Multiple errors in ./validate.php

Hi @kalamchi75

I tried to check for the php-memcached equivalent for CentOS and tried all the methods. No matter what module I specify, I am not able to get rid of the message stating that memcached needs to be installed. Also @murrant mentioned in a chat that the memcached error is related to a python module and not the service. I tried to install the package “yum install php73-php-pecl-memcached” in accordance to my php version 7.3.xxx.

Below is the output of the nmap command that you asked me to execute:

[root@dc4up-vlibrenms02 ~]# nmap -p 42217 10.69.176.104
Starting Nmap 7.70 ( https://nmap.org ) at 2021-09-16 13:53 UTC
Nmap scan report for DC5UP-vLibreNMS01.example.com (10.69.176.104)
Host is up (0.17s latency).

PORT STATE SERVICE
42217/tcp closed unknown

Nmap done: 1 IP address (1 host up) scanned in 0.68 seconds
[root@dc4up-vlibrenms02 ~]#

I have disabled the firewalld service on my CentOS instance and there are no other physical FWs between the central server and the poller as this is all on the internal network.

I have opened another thread seeking for help with the database errors on the poller.

Thanks,

Santosh Kotla

Hi Santosh,

Please see below nmap on port 42217 from my remote poller to the master (where rrdcached service is running).

As you can see, the port is open.
You need to find out why the port is closed in your case. This means your poller will not be able to connect to your master rrdcached instance since it does not see an open/listening port.

Did you re-enable rrdcached in the your master’s config file ?

Hi @kalamchi75

I am using this in the config file at my master:
$config[“rrdcached”] = “unix:/var/run/rrdcached/rrdcached.sock”;

When I specify either the hostname of the IP address, it breaks the graphs with a message stating that it is not able to connect to rrdcached.

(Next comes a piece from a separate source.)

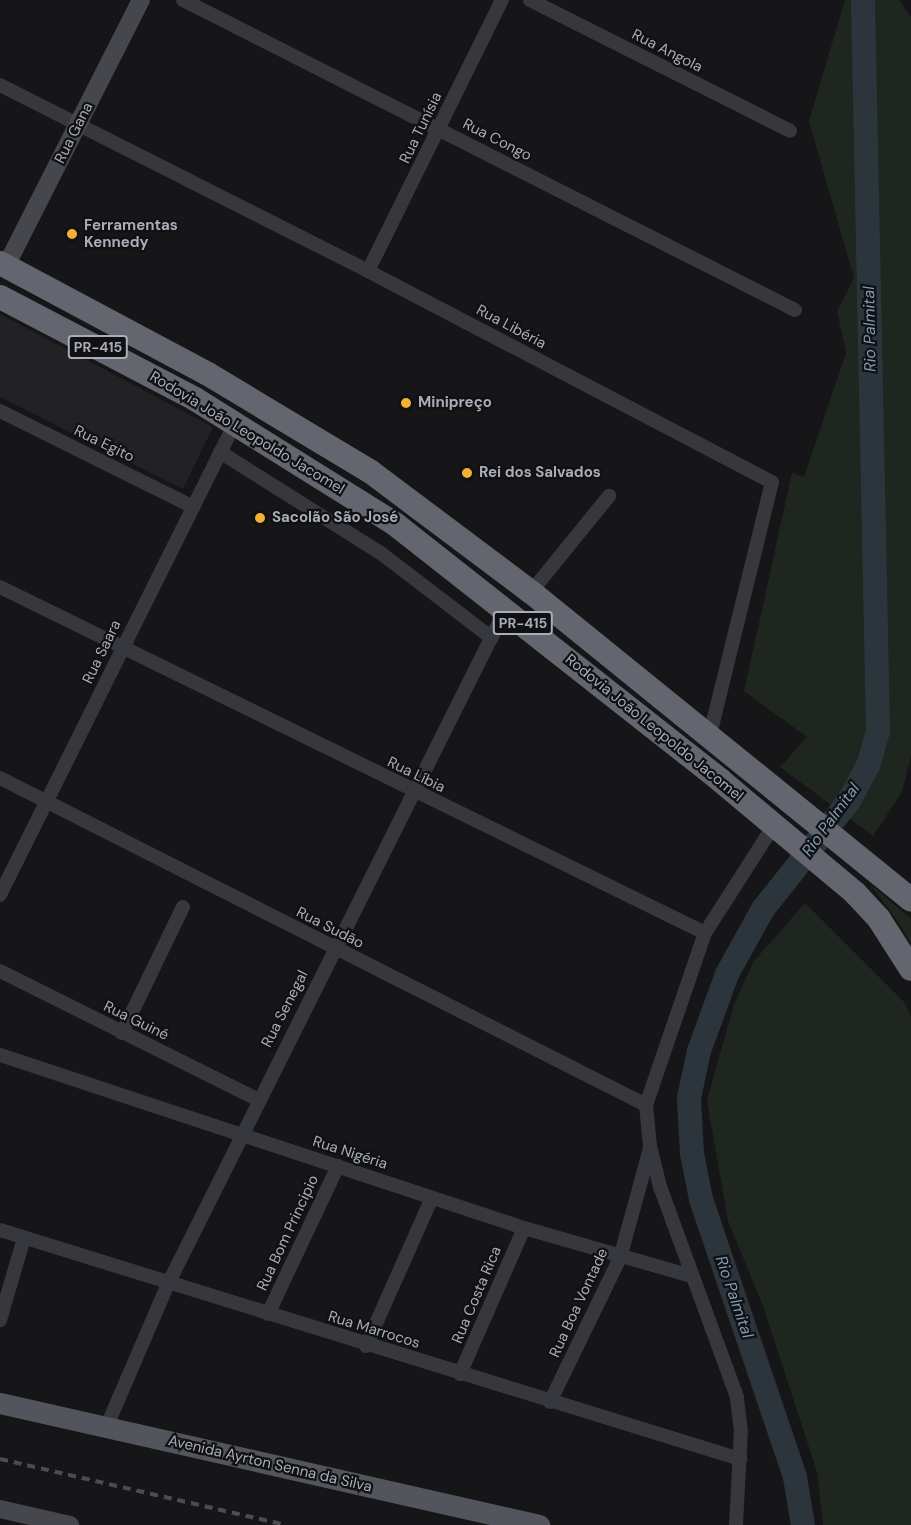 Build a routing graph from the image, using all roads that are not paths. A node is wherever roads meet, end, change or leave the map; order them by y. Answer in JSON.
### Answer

Also, I have doublechecked that there is no firewall on the central server side.

Thanks,
Santosh Kotla

Thanks,
Santosh Kotla

ok back to rrdcached

I noticed that the output of the rrdcached service status (you sent few days ago) points to /var/tmp:

root@dc5up-vlibrenms01:~# systemctl status rrdcached
● rrdcached.service - Data caching daemon for rrdtool
Loaded: loaded (/etc/systemd/system/rrdcached.service; enabled; vendor preset: enabled)
Active: active (running) since Thu 2021-09-09 09:49:24 UTC; 33s ago
Process: 29833 ExecStart=/usr/bin/rrdcached -w 1800 -z 1800 -f 3600 -s librenms -U librenms -G  librenms -B -R -j /
Main PID: 29836 (rrdcached)
Tasks: 2 (limit: 4915)
CGroup: /system.slice/rrdcached.service
└─29836 /usr/bin/rrdcached -w 1800 -z 1800 -f 3600 -s librenms -U librenms -G librenms -B -R -j  /var/tmp

Sep 09 09:49:24 dc5up-vlibrenms01 systemd[1]: Starting Data caching daemon for rrdtool…
Sep 09 09:49:24 dc5up-vlibrenms01 systemd[1]: Started Data caching daemon for rrdtool.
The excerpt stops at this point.